When I was in elementary school, I was a walker. The school was one block from my house, and I walked to school in the mornings and home in the afternoons. My Granny made me a denim satchel so I could carry my books. Although I often walked with friends (several kids lived in the neighborhood), I didn't mind walking alone.
Each day, I passed the red fire hydrant, whose name was Darlene. I remember I named her that because she was manufactured by American Darling Valve, and the name of the company was molded into the iron, just beneath her jaunty red bonnet. "Darling" seemed too informal; and she had an important job to do if called upon, so I decided her given name must be Darlene.

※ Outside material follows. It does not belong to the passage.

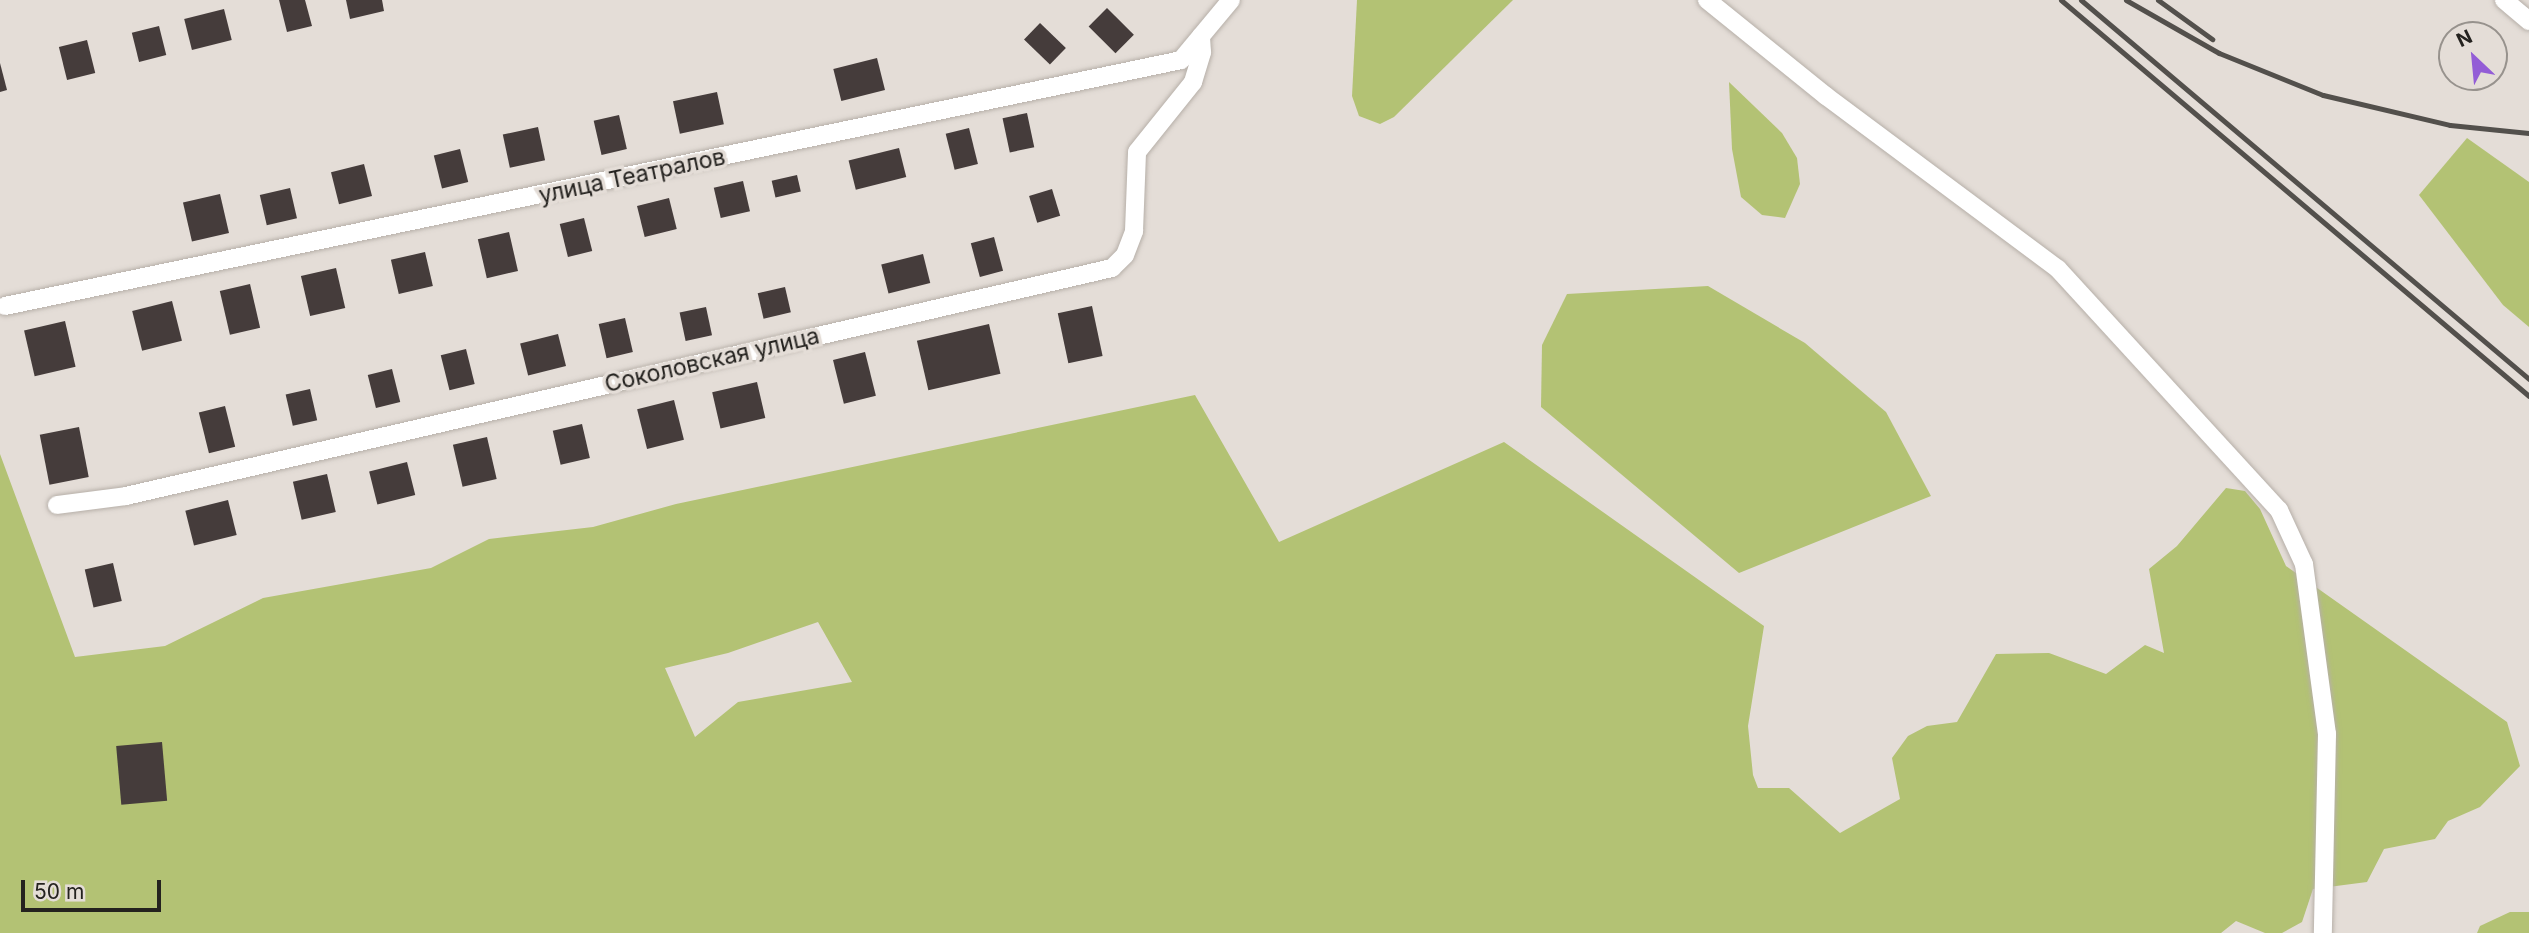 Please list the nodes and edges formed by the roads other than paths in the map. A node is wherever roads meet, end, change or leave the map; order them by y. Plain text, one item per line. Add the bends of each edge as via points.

I also passed the weeping willow, whose long limbs swept the ground around the base of her trunk. On days I walked alone, I called out to her and gave a friendly wave. I imagined that my cheery hello helped her overcome, if only for a moment, whatever made her weep.
Between Darlene and the weeping willow, I made my way across a cracked sidewalk, so buckled in places that it was unwise to run across it even if it meant you might be late for class. Sometimes, though, I galloped, on an invisible horse. My satchel became a saddlebag filled with letters that must be delivered by Pony Express. Some days I leaned back as I walked, one arm in front of me, holding the leashes of my invisible Dobermans, Laurel and Hardy, who strained at their collars in their rush to get to the playground.
In warmer months, blue-tailed lizards darted from the cracks and over the high retaining wall, daring me to try and catch them. I'd been told their bite was poisonous; so I stopped to let them pass, watching as they disappeared over the edge, dare deviling their way on sticky feet, face first, toward the ground below.
A black iron rail was cemented into the crumbling sidewalk, preventing kids from falling over the retaining wall. Out of view of grown-ups, I used the rail as a gymnastics bar, stopping to hang upside down, the backs of my knees looped over the top, the ends of my long hair brushing against the sidewalk.
I loved walking to school and home again, with a story playing out in my head and my satchel, filled with library books, bouncing against my thigh. It was a short walk, but long on imagination and peopled with characters almost as real to me as the neighbors who lived in the houses I passed.
I was a cowgirl, a gymnast, a firefighter, a dog trainer, friend of trees and lizards. I was a walker, and the fantastic worlds I dared to dream were all within walking distance.